Instructions to follow: Retrieve every line of the data holding the word "Приморский".

Stored data

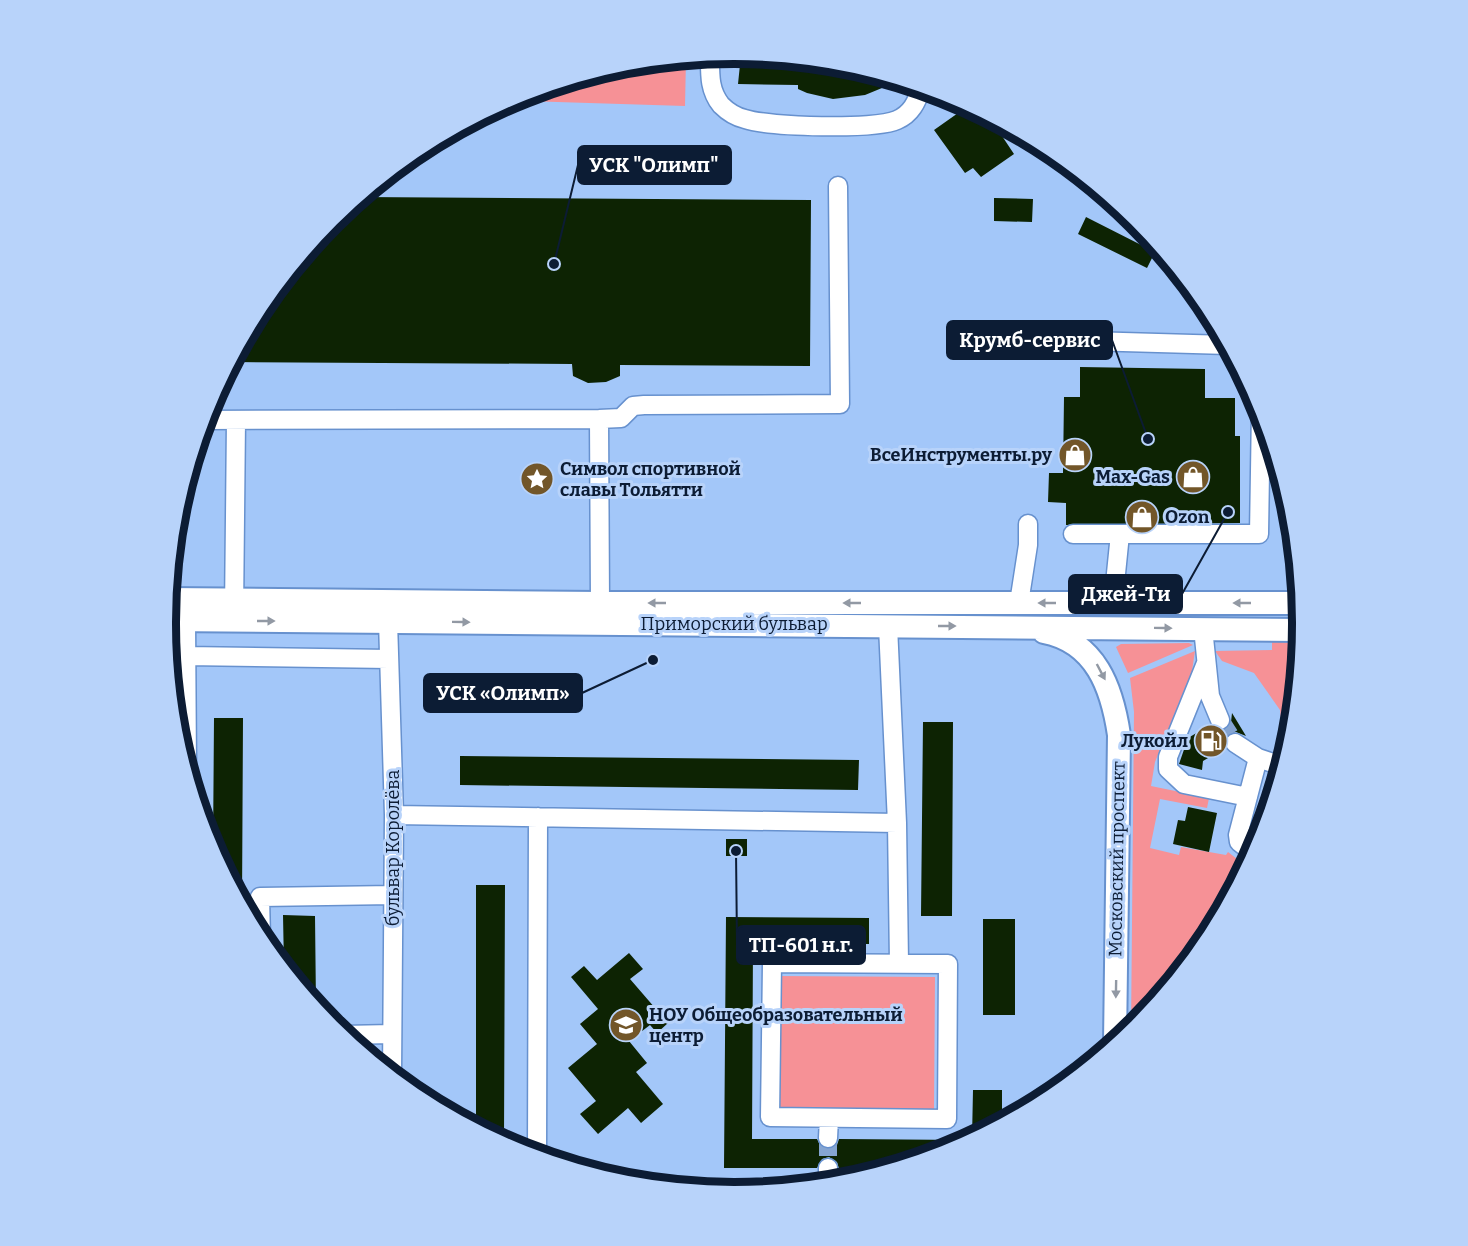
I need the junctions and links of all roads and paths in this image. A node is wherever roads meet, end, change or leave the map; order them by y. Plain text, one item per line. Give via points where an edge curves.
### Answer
1 (710, 65) edge
2 (919, 96) edge
3 (838, 186) dead end
4 (1088, 341) dead end
5 (1218, 345) edge
6 (599, 419) junction
7 (214, 420) edge
8 (236, 420) junction
9 (1261, 437) edge
10 (1028, 524) dead end
11 (1073, 534) dead end
12 (1120, 534) junction
13 (177, 601) edge
14 (600, 603) junction
15 (1019, 603) junction
16 (1113, 603) junction
17 (1291, 603) edge
18 (234, 610) junction
19 (176, 620) edge
20 (388, 621) junction
21 (888, 626) junction
22 (1016, 626) junction
23 (1203, 628) junction
24 (1292, 630) edge
25 (186, 656) junction
26 (389, 659) junction
27 (1206, 663) junction
28 (1220, 720) tunnel mouth
29 (187, 735) edge
30 (1235, 742) tunnel mouth
31 (1258, 758) junction
32 (1274, 763) edge
33 (1248, 797) junction
34 (394, 815) junction
35 (538, 817) junction
36 (897, 823) junction
37 (1245, 847) edge
38 (393, 895) junction
39 (261, 918) edge
40 (898, 963) junction
41 (1115, 1031) edge
42 (392, 1034) junction
43 (357, 1035) edge
44 (392, 1064) edge
45 (829, 1118) junction
46 (828, 1138) tunnel mouth
47 (537, 1146) edge

1 - 2 street via 714,95 722,106 745,120 884,124 909,112
3 - 6 street via 840,404 644,405 633,406 621,418
4 - 5 street
6 - 8 street
6 - 14 street
7 - 8 street
8 - 18 street
9 - 12 street via 1259,534
10 - 15 street
11 - 12 street
12 - 16 street
13 - 18 main road
15 -> 14 main road
14 - 18 main road
16 -> 15 main road
17 -> 16 main road
18 - 19 main road, Приморский бульвар
18 -> 20 main road, Приморский бульвар
19 - 25 street
20 -> 21 main road, Приморский бульвар
20 - 26 street, бульвар Королёва
21 -> 22 main road, Приморский бульвар
21 - 36 street
22 -> 23 main road, Приморский бульвар
22 -> 41 main road, Московский проспект via 1057,635 1080,647 1097,664 1115,708 1119,735
23 - 24 main road, Приморский бульвар
23 - 27 street
25 - 26 street
25 - 29 street
26 - 34 street, бульвар Королёва
27 - 28 street via 1210,696
27 - 33 street via 1168,757 1168,769 1184,784
30 - 31 street
31 - 32 street
31 - 33 street
33 - 37 street via 1238,835
34 - 35 street
34 - 38 street, бульвар Королёва
35 - 36 street
35 - 47 street
36 - 40 street
38 - 39 street via 260,897
38 - 42 street, бульвар Королёва
40 - 45 street via 948,964 947,1119
40 - 45 street via 772,963 770,1118
42 - 43 street
42 - 44 street, бульвар Королёва
45 - 46 street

Answer for the task:
18 - 19 main road, Приморский бульвар
18 -> 20 main road, Приморский бульвар
20 -> 21 main road, Приморский бульвар
21 -> 22 main road, Приморский бульвар
22 -> 23 main road, Приморский бульвар
23 - 24 main road, Приморский бульвар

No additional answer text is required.